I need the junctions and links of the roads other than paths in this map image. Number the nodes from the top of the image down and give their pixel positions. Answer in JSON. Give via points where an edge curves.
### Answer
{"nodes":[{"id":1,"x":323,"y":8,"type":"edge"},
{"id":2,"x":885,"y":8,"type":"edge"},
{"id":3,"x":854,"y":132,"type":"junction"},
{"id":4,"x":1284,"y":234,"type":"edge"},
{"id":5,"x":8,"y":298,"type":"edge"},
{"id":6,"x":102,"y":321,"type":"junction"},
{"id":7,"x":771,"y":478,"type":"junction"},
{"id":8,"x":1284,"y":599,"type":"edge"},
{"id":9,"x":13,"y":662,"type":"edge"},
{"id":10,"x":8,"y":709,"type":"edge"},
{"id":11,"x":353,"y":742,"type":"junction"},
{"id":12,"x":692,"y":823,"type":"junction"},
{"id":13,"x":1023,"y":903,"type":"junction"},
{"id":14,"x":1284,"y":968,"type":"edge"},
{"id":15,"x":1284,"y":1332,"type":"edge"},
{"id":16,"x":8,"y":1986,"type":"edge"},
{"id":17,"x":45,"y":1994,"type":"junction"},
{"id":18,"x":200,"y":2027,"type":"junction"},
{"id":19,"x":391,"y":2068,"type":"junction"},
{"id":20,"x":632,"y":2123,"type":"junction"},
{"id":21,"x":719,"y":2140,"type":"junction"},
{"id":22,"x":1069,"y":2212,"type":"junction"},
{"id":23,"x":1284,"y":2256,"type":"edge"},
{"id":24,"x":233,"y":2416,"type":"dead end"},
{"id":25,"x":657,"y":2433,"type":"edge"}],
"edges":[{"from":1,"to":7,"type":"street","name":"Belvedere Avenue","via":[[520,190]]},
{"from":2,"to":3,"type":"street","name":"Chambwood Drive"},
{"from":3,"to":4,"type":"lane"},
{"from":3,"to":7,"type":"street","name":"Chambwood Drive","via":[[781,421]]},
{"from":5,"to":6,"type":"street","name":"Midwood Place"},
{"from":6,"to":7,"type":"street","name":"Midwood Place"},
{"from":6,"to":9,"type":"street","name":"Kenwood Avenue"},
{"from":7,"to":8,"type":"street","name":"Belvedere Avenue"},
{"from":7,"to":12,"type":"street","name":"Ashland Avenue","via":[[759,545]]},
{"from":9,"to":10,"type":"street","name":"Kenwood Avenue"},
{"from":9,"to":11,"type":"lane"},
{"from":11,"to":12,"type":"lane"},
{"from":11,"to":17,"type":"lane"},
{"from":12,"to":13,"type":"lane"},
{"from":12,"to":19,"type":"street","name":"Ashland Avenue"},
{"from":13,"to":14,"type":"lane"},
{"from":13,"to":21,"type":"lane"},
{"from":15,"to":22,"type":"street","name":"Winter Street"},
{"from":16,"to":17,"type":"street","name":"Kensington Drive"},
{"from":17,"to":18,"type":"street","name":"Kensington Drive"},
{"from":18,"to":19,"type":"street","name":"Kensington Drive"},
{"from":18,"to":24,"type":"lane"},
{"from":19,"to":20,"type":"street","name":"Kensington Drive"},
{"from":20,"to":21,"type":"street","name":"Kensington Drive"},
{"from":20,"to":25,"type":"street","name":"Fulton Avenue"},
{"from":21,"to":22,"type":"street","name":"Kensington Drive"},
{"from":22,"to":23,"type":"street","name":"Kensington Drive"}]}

*-*-*

# THE PROBLEM
Copy every line of the listing that includes the string "Belvedere".

# ANSWER FOR THIS EXERCISE
"edges":[{"from":1,"to":7,"type":"street","name":"Belvedere Avenue","via":[[520,190]]},
{"from":7,"to":8,"type":"street","name":"Belvedere Avenue"},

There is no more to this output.